Treatment of Suspected Snake
bites:
The steps for snake bite are
as follows;
Do not wash the bitten area.
- Snake venom cannot penetrate intact skin and any
residue around the site of the bite can be tested to identify the type of snake.
Stop Lymphatic Spread
- A 75 mm or 100 mm bandage (preferably heavy weight
crepe) is applied directly over the site of the bite about as firm as would be applied to
a strained ankle.
- The bandage is then continued up the full length of
the limb at that same pressure and back again until the whole limb is covered. The number
of bandages required will depend on the size of the limb affected.

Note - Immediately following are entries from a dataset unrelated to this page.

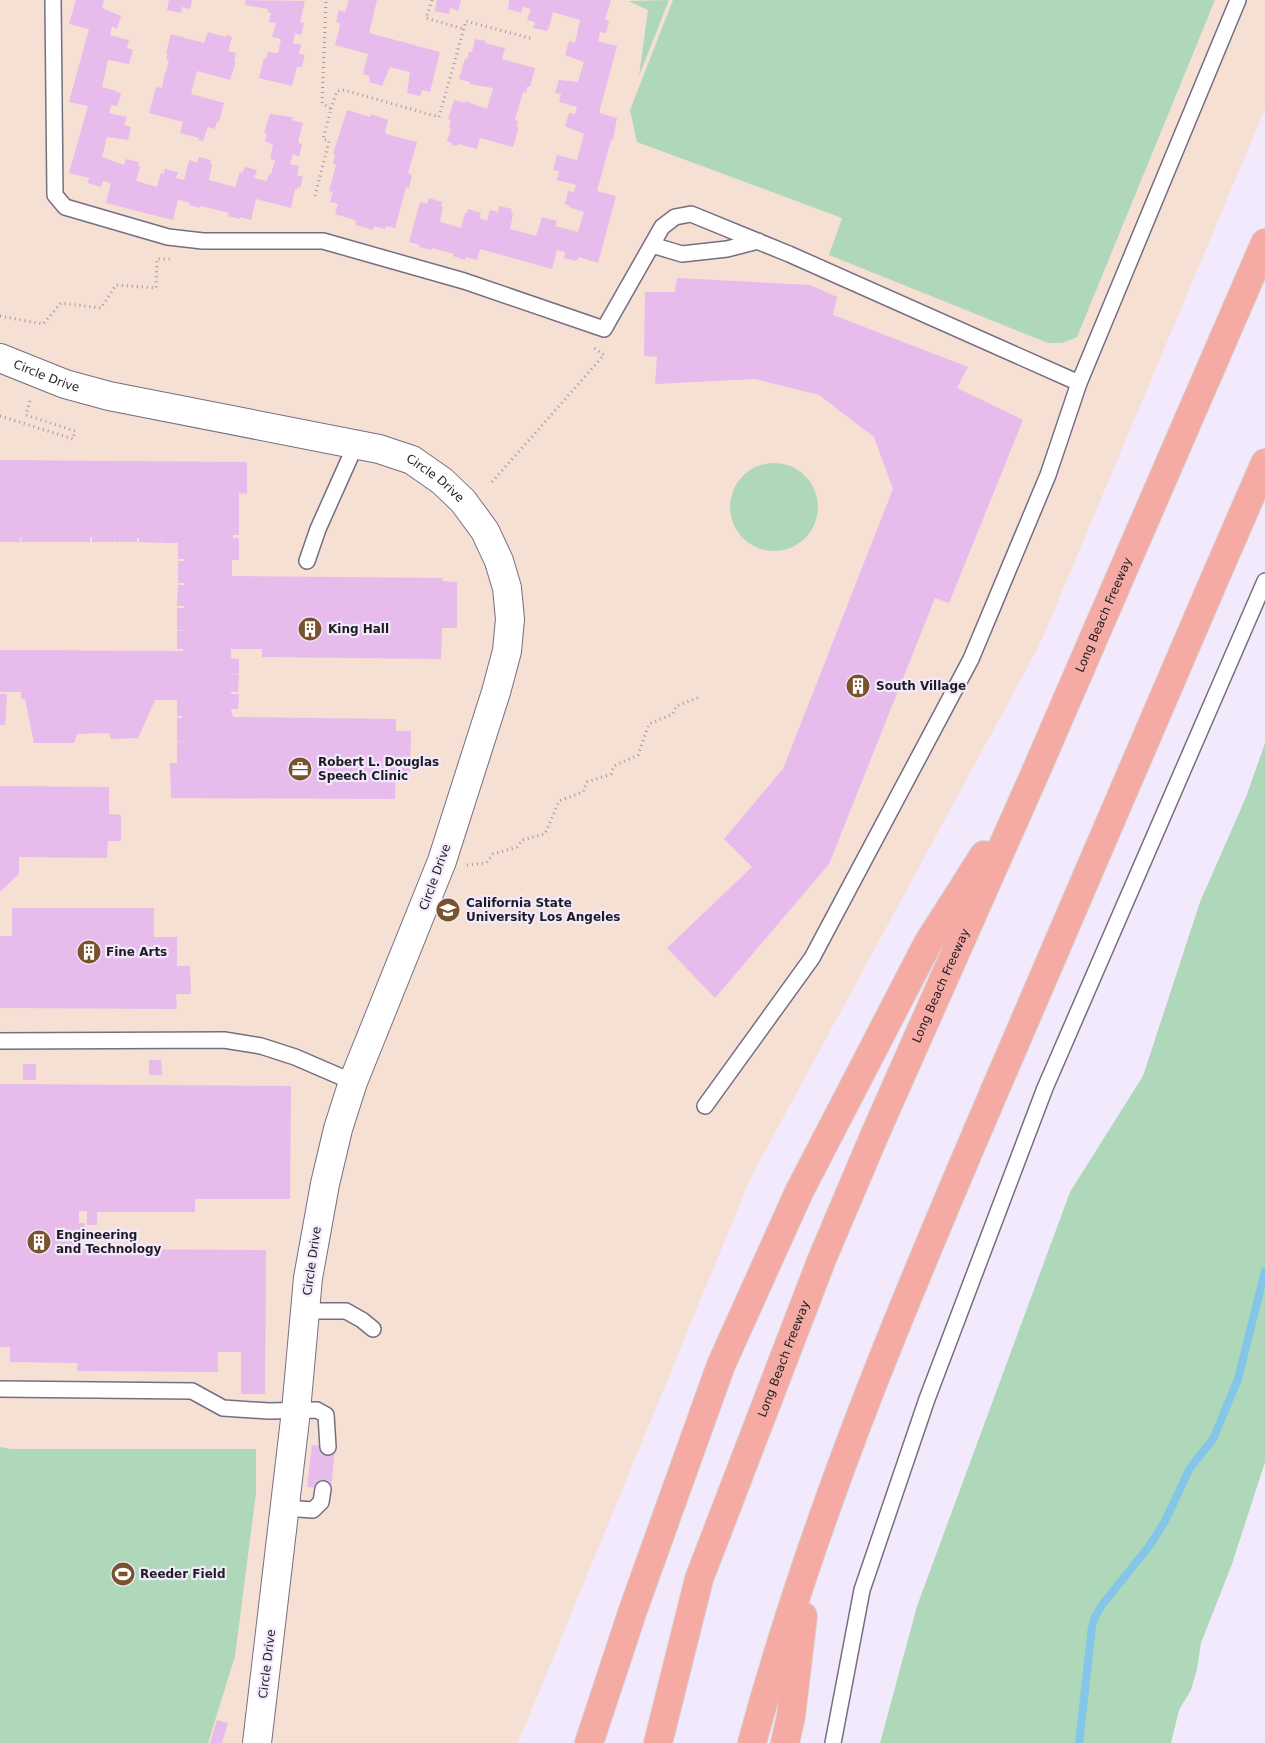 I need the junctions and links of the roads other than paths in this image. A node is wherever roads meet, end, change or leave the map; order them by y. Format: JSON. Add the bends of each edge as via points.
{"nodes":[{"id":1,"x":53,"y":0,"type":"edge"},
{"id":2,"x":1238,"y":0,"type":"edge"},
{"id":3,"x":758,"y":242,"type":"junction"},
{"id":4,"x":1265,"y":243,"type":"edge"},
{"id":5,"x":652,"y":245,"type":"junction"},
{"id":6,"x":0,"y":358,"type":"edge"},
{"id":7,"x":1079,"y":383,"type":"junction"},
{"id":8,"x":356,"y":444,"type":"junction"},
{"id":9,"x":1265,"y":463,"type":"edge"},
{"id":10,"x":307,"y":561,"type":"dead end"},
{"id":11,"x":1265,"y":581,"type":"edge"},
{"id":12,"x":1033,"y":778,"type":"junction"},
{"id":13,"x":0,"y":1041,"type":"edge"},
{"id":14,"x":353,"y":1082,"type":"junction"},
{"id":15,"x":705,"y":1106,"type":"dead end"},
{"id":16,"x":306,"y":1310,"type":"junction"},
{"id":17,"x":373,"y":1329,"type":"dead end"},
{"id":18,"x":0,"y":1389,"type":"edge"},
{"id":19,"x":296,"y":1411,"type":"junction"},
{"id":20,"x":328,"y":1447,"type":"dead end"},
{"id":21,"x":323,"y":1488,"type":"dead end"},
{"id":22,"x":285,"y":1508,"type":"junction"},
{"id":23,"x":811,"y":1549,"type":"junction"},
{"id":24,"x":699,"y":1579,"type":"junction"},
{"id":25,"x":633,"y":1610,"type":"junction"},
{"id":26,"x":257,"y":1743,"type":"edge"},
{"id":27,"x":572,"y":1743,"type":"edge"},
{"id":28,"x":589,"y":1743,"type":"edge"},
{"id":29,"x":640,"y":1743,"type":"edge"},
{"id":30,"x":658,"y":1743,"type":"edge"},
{"id":31,"x":752,"y":1743,"type":"edge"},
{"id":32,"x":785,"y":1743,"type":"edge"},
{"id":33,"x":832,"y":1743,"type":"edge"}],
"edges":[{"from":1,"to":5,"type":"lane","via":[[55,195],[65,206],[168,237],[203,241],[323,241],[464,281],[604,329]]},
{"from":2,"to":7,"type":"lane"},
{"from":3,"to":5,"type":"lane","via":[[682,254]]},
{"from":3,"to":5,"type":"lane","via":[[690,214],[675,217],[662,227]]},
{"from":3,"to":7,"type":"lane"},
{"from":4,"to":12,"type":"highway","name":"Long Beach Freeway"},
{"from":6,"to":8,"type":"street","name":"Circle Drive","via":[[65,384],[109,396]]},
{"from":7,"to":15,"type":"lane","via":[[1048,475],[971,659],[812,958]]},
{"from":8,"to":10,"type":"lane"},
{"from":8,"to":14,"type":"street","name":"Circle Drive","via":[[412,460],[463,501],[485,531],[499,561],[507,588],[510,619],[507,652],[496,692],[442,861]]},
{"from":9,"to":23,"type":"highway","via":[[980,1123],[876,1372]]},
{"from":11,"to":33,"type":"lane","via":[[1045,1088],[927,1398],[862,1590]]},
{"from":12,"to":24,"type":"highway","name":"Long Beach Freeway","via":[[822,1259]]},
{"from":12,"to":25,"type":"highway","via":[[928,943],[798,1192],[720,1365]]},
{"from":13,"to":14,"type":"lane","via":[[224,1040],[261,1046],[295,1057]]},
{"from":14,"to":16,"type":"street","name":"Circle Drive","via":[[325,1184],[308,1278]]},
{"from":16,"to":17,"type":"lane","via":[[346,1311]]},
{"from":16,"to":19,"type":"street","name":"Circle Drive"},
{"from":18,"to":19,"type":"lane","via":[[192,1391],[223,1408]]},
{"from":19,"to":20,"type":"lane","via":[[317,1410],[326,1415]]},
{"from":19,"to":22,"type":"street","name":"Circle Drive"},
{"from":21,"to":22,"type":"lane","via":[[321,1502],[313,1510]]},
{"from":22,"to":26,"type":"street","name":"Circle Drive"},
{"from":23,"to":31,"type":"highway"},
{"from":23,"to":32,"type":"highway"},
{"from":24,"to":29,"type":"highway","via":[[649,1709]]},
{"from":24,"to":30,"type":"highway","name":"Long Beach Freeway"},
{"from":25,"to":27,"type":"highway"},
{"from":25,"to":28,"type":"highway"}]}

- It is considered that the bandaging should progress
from the site of the bite towards the heart. The reason for this is that the progressive
pressure of the bandage will tend to empty veins, thus making the limb more comfortable.

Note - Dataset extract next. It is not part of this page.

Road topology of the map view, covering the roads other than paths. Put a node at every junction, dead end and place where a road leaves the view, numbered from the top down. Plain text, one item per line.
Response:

It is extremely unlikely that any venom will be forced through the tissues ahead of the
bandage.
- Over 95% of all snake bites are to the limbs (75% to
the legs) which allows for the effective treatment by this method. Should a bite occur on
the trunk, constrictive bandaging is not recommended as it could restrict the patients
breathing and breathing difficulties are usually one of the symptoms observed. You should
physically apply pressure to the site of the bite with a fairly large pad and transport
the patient without delay while constantly maintaining this pressure.
Keep Immobilised
- The limb should then be immobilised by the
application of a splint. This is most important as any muscle contractions during movement
will hasten the spread of venom by the pumping action of the muscle.
Reassurance
- Reassure the patient and arrange for transport to be
brought to them to avoid any unnecessary muscle movement.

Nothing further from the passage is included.